Take every line from the data that has the word "Deodara" in it.
======
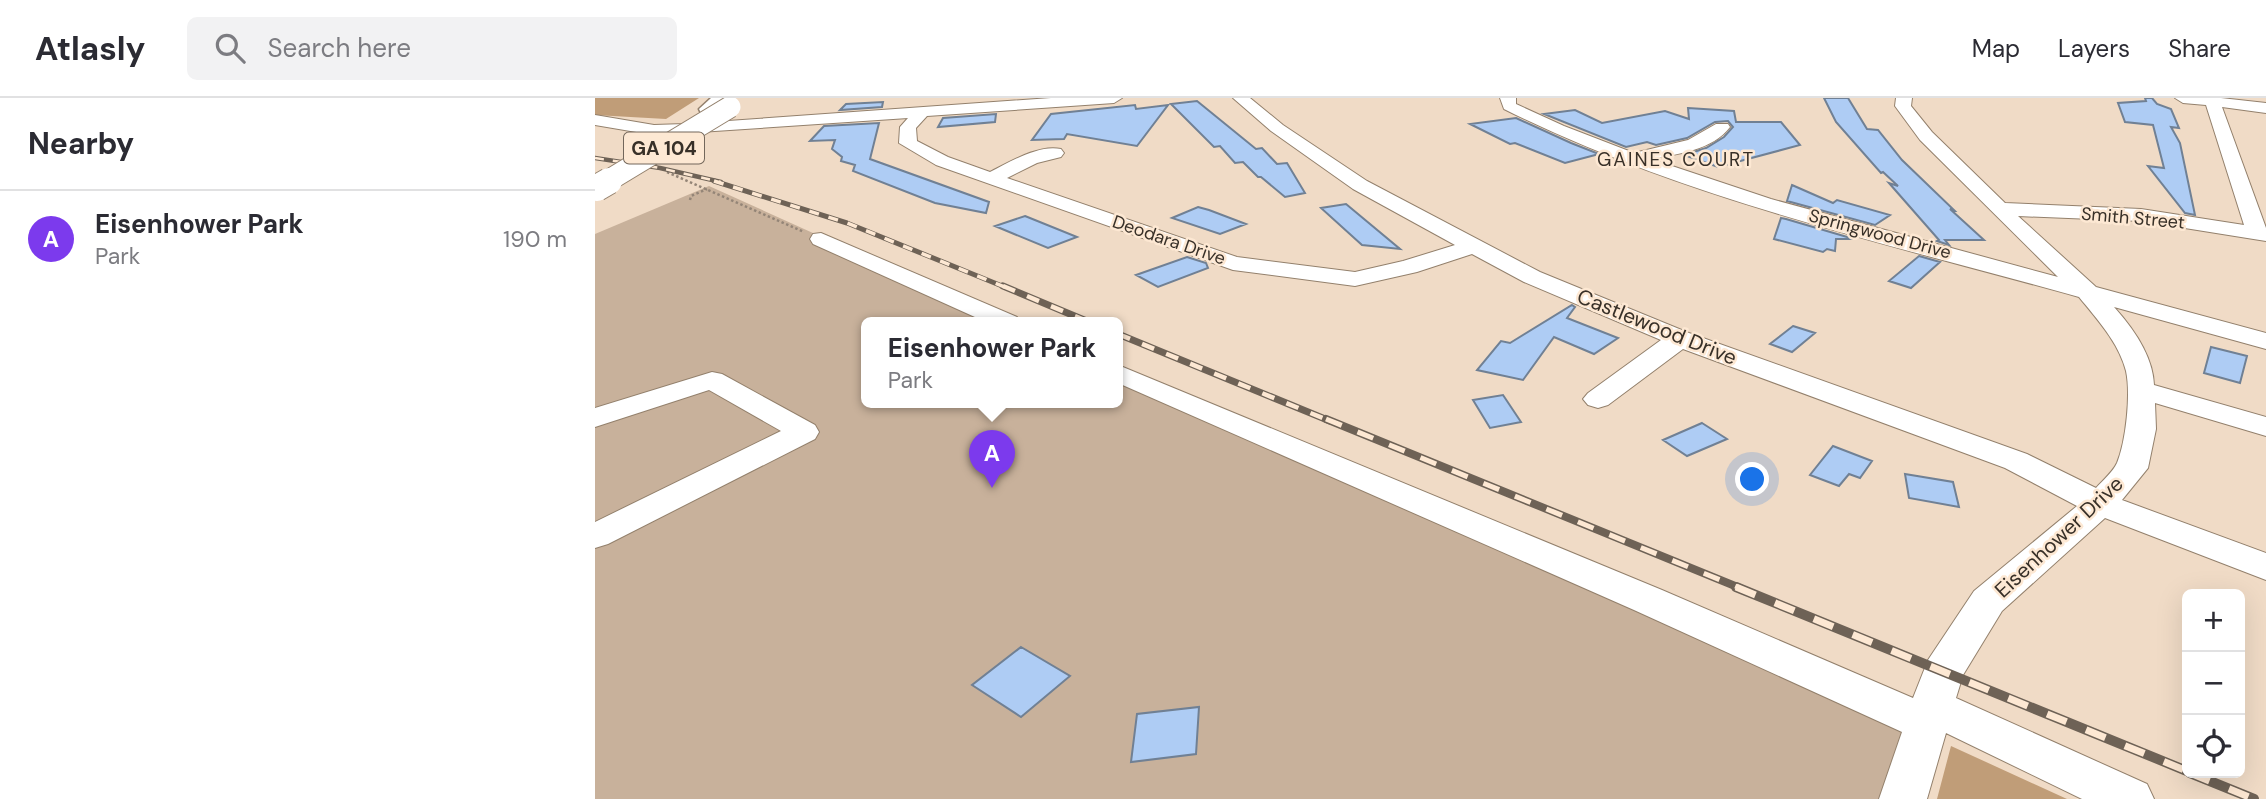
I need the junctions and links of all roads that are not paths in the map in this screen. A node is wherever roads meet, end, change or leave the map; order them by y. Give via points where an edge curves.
1 (1114, 98) edge
2 (1241, 98) edge
3 (1508, 98) edge
4 (1904, 98) edge
5 (2183, 98) edge
6 (2211, 100) edge
7 (726, 103) edge
8 (806, 105) dead end
9 (2266, 108) edge
10 (921, 113) junction
11 (595, 120) edge
12 (787, 121) junction
13 (1721, 127) dead end
14 (1055, 153) dead end
15 (1635, 158) junction
16 (992, 178) junction
17 (596, 184) edge
18 (1999, 209) junction
19 (2262, 234) edge
20 (821, 239) road end
21 (1473, 246) junction
22 (2086, 290) junction
23 (997, 317) edge
24 (1680, 339) junction
25 (2266, 341) edge
26 (1123, 375) edge
27 (2141, 390) junction
28 (1598, 399) dead end
29 (595, 418) edge
30 (2266, 427) edge
31 (2101, 504) junction
32 (595, 536) edge
33 (2266, 568) edge
34 (1931, 715) junction
35 (1903, 799) edge
36 (2130, 799) edge

1 - 10 street
2 - 21 street, Castlewood Drive via 1360,186
3 - 15 street, Springwood Drive via 1509,106 1523,114
4 - 18 street, Eisenhower Drive via 1903,106 1913,122
5 - 6 street
6 - 9 street
6 - 19 street
7 - 17 main road, GA 104, bridge
8 - 12 street
10 - 12 street
10 - 16 street, Deodara Drive via 908,127 908,143 942,161
11 - 12 street via 655,130
13 - 15 street via 1717,134 1693,143
14 - 16 street
15 - 22 street, Springwood Drive via 1764,203
16 - 21 street, Deodara Drive via 1233,263 1299,273 1355,279
18 - 19 street, Smith Street via 2141,215
18 - 22 street, Eisenhower Drive
20 - 23 street
21 - 24 street, Castlewood Drive via 1532,277
22 - 25 street, Springwood Drive
22 - 27 street, Eisenhower Drive via 2130,348 2140,372
24 - 28 street
24 - 31 street, Castlewood Drive via 2016,461
26 - 34 street via 1648,600
27 - 30 street
27 - 31 street, Eisenhower Drive via 2141,429 2132,468
29 - 32 street via 712,380 804,432
31 - 33 street, Castlewood Drive
31 - 34 street, Eisenhower Drive via 1989,601 1943,671
34 - 35 street, Eisenhower Drive
34 - 36 street

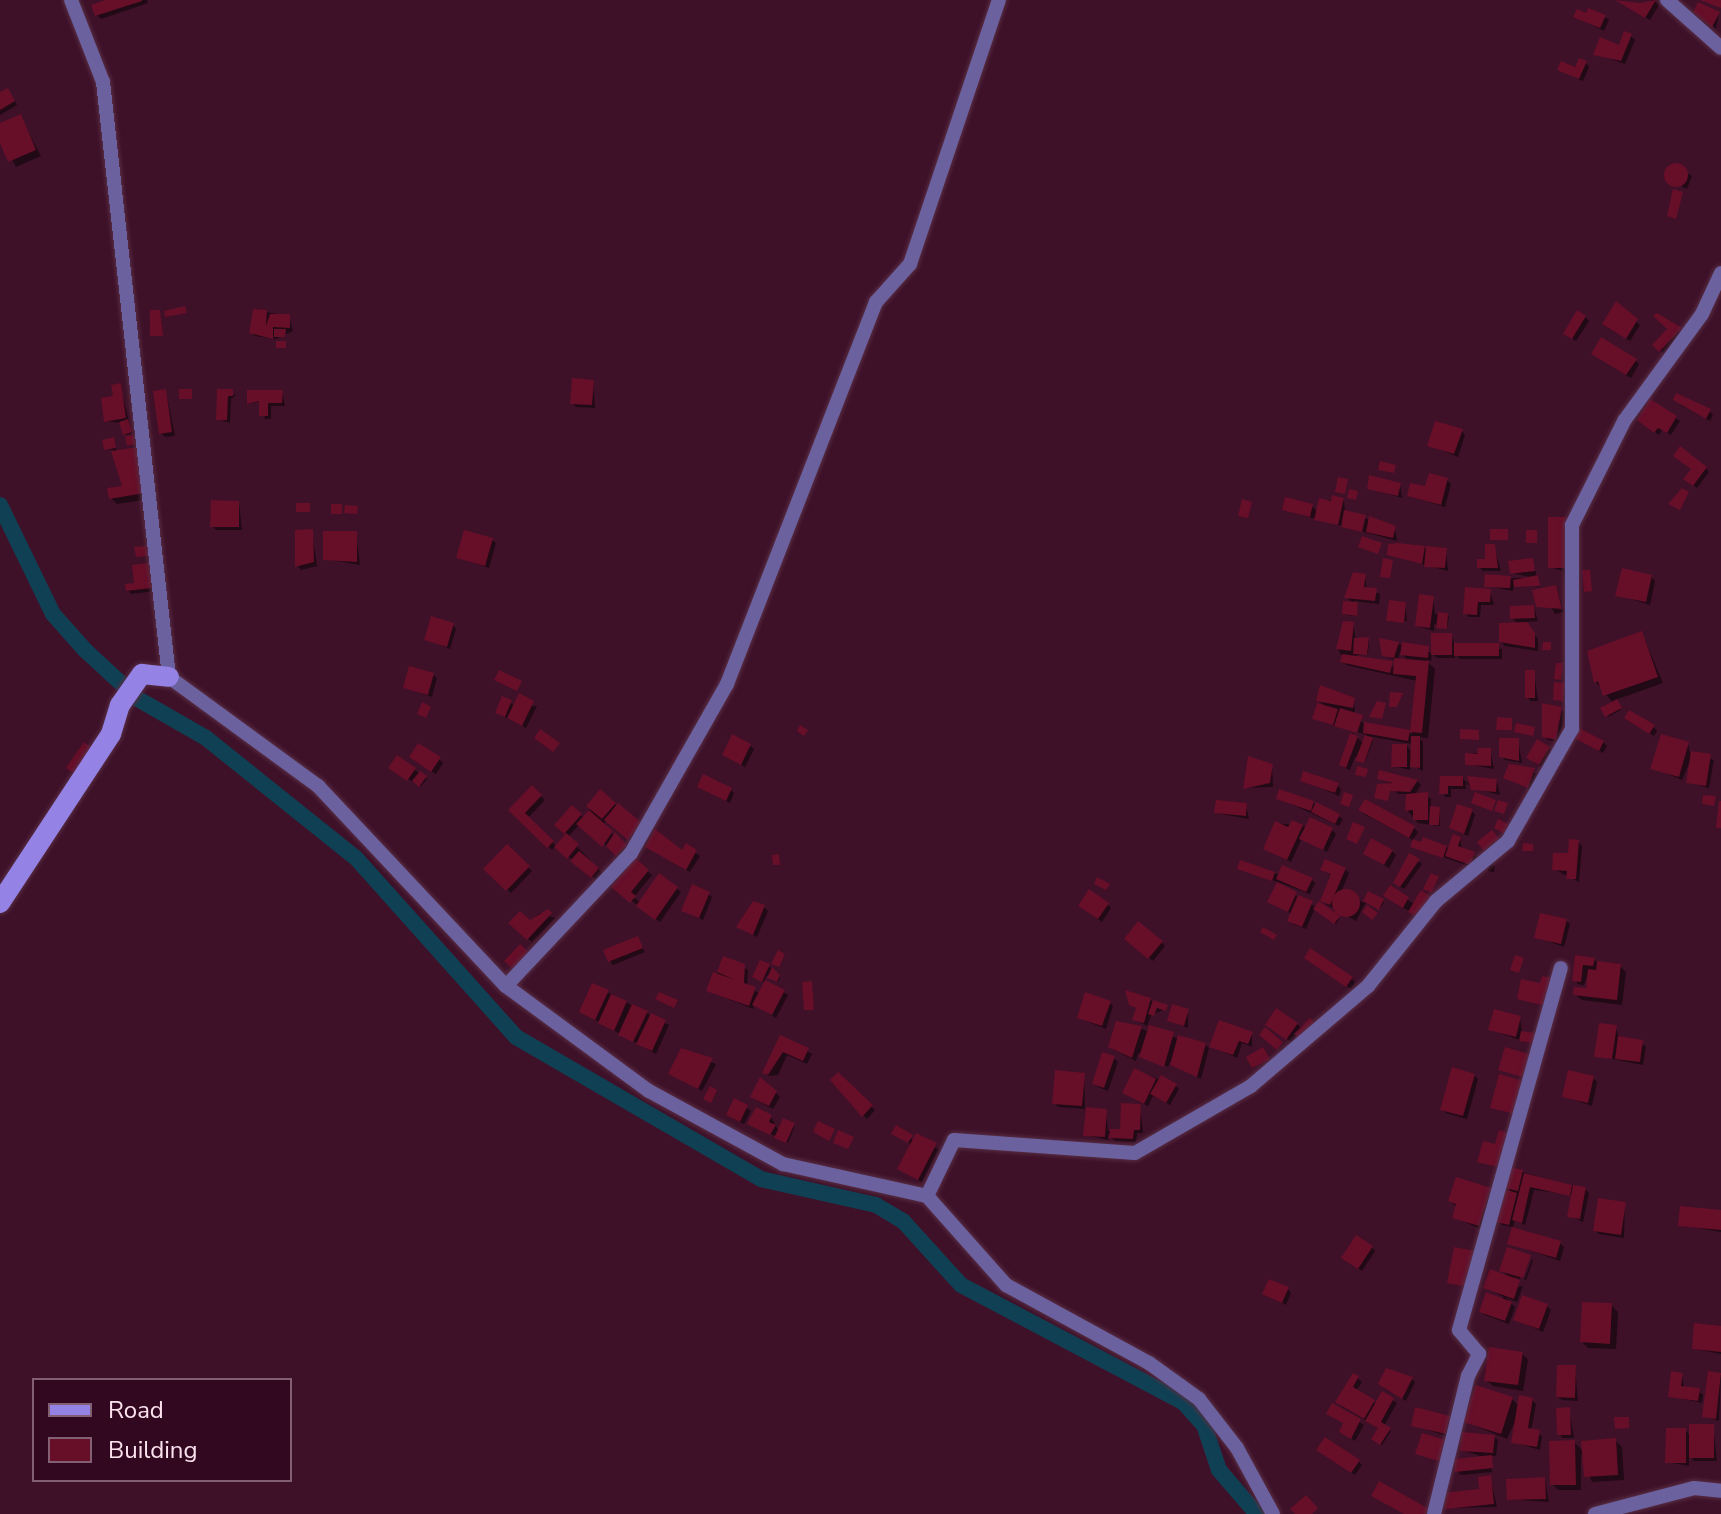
======
Output for this exercise:
10 - 16 street, Deodara Drive via 908,127 908,143 942,161
16 - 21 street, Deodara Drive via 1233,263 1299,273 1355,279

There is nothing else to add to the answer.